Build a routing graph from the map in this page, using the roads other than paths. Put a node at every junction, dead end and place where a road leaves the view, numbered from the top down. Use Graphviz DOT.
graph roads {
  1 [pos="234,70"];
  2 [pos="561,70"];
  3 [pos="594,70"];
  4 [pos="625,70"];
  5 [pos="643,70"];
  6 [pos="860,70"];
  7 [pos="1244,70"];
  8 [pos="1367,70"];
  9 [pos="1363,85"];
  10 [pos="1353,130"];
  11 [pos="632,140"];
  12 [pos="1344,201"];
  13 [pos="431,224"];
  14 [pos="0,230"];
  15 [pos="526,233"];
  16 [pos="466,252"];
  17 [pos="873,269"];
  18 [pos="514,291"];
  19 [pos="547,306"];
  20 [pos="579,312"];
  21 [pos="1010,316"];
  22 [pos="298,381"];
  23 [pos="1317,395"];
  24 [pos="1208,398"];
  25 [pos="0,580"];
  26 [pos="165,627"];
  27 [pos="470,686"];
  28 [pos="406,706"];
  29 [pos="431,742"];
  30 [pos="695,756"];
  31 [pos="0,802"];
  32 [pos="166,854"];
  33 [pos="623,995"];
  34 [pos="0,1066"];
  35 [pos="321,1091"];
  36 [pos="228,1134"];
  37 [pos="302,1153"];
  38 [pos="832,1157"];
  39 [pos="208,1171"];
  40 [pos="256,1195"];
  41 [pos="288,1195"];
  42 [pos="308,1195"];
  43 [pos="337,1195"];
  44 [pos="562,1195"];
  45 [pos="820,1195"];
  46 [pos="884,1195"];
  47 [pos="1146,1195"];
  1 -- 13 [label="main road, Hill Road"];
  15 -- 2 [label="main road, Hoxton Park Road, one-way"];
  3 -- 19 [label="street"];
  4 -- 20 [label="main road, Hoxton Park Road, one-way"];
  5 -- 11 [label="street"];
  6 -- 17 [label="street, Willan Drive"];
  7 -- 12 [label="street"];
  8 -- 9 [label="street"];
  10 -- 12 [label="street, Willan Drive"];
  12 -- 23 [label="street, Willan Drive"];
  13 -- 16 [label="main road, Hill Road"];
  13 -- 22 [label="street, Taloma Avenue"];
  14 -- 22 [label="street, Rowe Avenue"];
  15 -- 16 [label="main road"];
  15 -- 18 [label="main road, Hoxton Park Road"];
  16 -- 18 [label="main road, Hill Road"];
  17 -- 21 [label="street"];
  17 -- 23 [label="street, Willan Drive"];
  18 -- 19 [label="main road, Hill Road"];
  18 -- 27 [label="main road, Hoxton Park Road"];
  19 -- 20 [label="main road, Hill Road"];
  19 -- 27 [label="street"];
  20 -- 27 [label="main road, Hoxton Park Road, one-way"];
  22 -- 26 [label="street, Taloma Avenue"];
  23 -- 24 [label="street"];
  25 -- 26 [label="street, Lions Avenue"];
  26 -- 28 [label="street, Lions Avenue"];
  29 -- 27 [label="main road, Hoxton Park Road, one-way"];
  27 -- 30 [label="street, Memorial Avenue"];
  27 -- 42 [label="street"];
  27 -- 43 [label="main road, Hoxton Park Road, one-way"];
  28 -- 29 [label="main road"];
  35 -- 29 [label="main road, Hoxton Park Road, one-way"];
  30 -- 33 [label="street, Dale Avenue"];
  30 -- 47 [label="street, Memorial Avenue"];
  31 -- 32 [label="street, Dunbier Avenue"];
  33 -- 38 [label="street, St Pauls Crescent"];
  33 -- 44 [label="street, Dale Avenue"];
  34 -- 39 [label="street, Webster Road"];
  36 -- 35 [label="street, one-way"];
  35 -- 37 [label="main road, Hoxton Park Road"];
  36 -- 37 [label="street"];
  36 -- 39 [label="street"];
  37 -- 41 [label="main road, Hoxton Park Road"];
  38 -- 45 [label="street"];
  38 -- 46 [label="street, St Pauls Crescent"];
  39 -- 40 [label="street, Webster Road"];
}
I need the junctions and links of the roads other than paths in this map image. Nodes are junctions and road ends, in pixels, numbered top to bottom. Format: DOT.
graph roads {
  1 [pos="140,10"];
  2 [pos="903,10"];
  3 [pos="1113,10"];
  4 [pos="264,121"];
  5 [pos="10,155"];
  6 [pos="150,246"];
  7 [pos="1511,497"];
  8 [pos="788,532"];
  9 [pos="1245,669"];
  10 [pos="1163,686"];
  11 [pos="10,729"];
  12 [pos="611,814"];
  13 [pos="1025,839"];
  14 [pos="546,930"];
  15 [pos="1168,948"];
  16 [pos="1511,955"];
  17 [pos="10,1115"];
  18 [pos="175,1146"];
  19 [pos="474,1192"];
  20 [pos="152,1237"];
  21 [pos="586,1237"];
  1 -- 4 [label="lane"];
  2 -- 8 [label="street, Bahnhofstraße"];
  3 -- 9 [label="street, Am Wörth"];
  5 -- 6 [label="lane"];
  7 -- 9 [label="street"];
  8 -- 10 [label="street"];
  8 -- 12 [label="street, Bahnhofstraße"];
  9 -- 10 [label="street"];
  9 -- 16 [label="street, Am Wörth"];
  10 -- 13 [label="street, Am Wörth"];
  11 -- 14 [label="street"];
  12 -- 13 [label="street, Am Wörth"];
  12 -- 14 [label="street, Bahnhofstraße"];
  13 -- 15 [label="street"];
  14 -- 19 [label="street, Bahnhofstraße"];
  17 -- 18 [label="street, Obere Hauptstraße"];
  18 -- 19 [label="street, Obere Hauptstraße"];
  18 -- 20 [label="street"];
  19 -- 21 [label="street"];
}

- - - - - - -

PROBLEM STATEMENT:
In the data above, find each line that has the word "Pauls" and copy it out.

ANSWER AREA:
  33 -- 38 [label="street, St Pauls Crescent"];
  38 -- 46 [label="street, St Pauls Crescent"];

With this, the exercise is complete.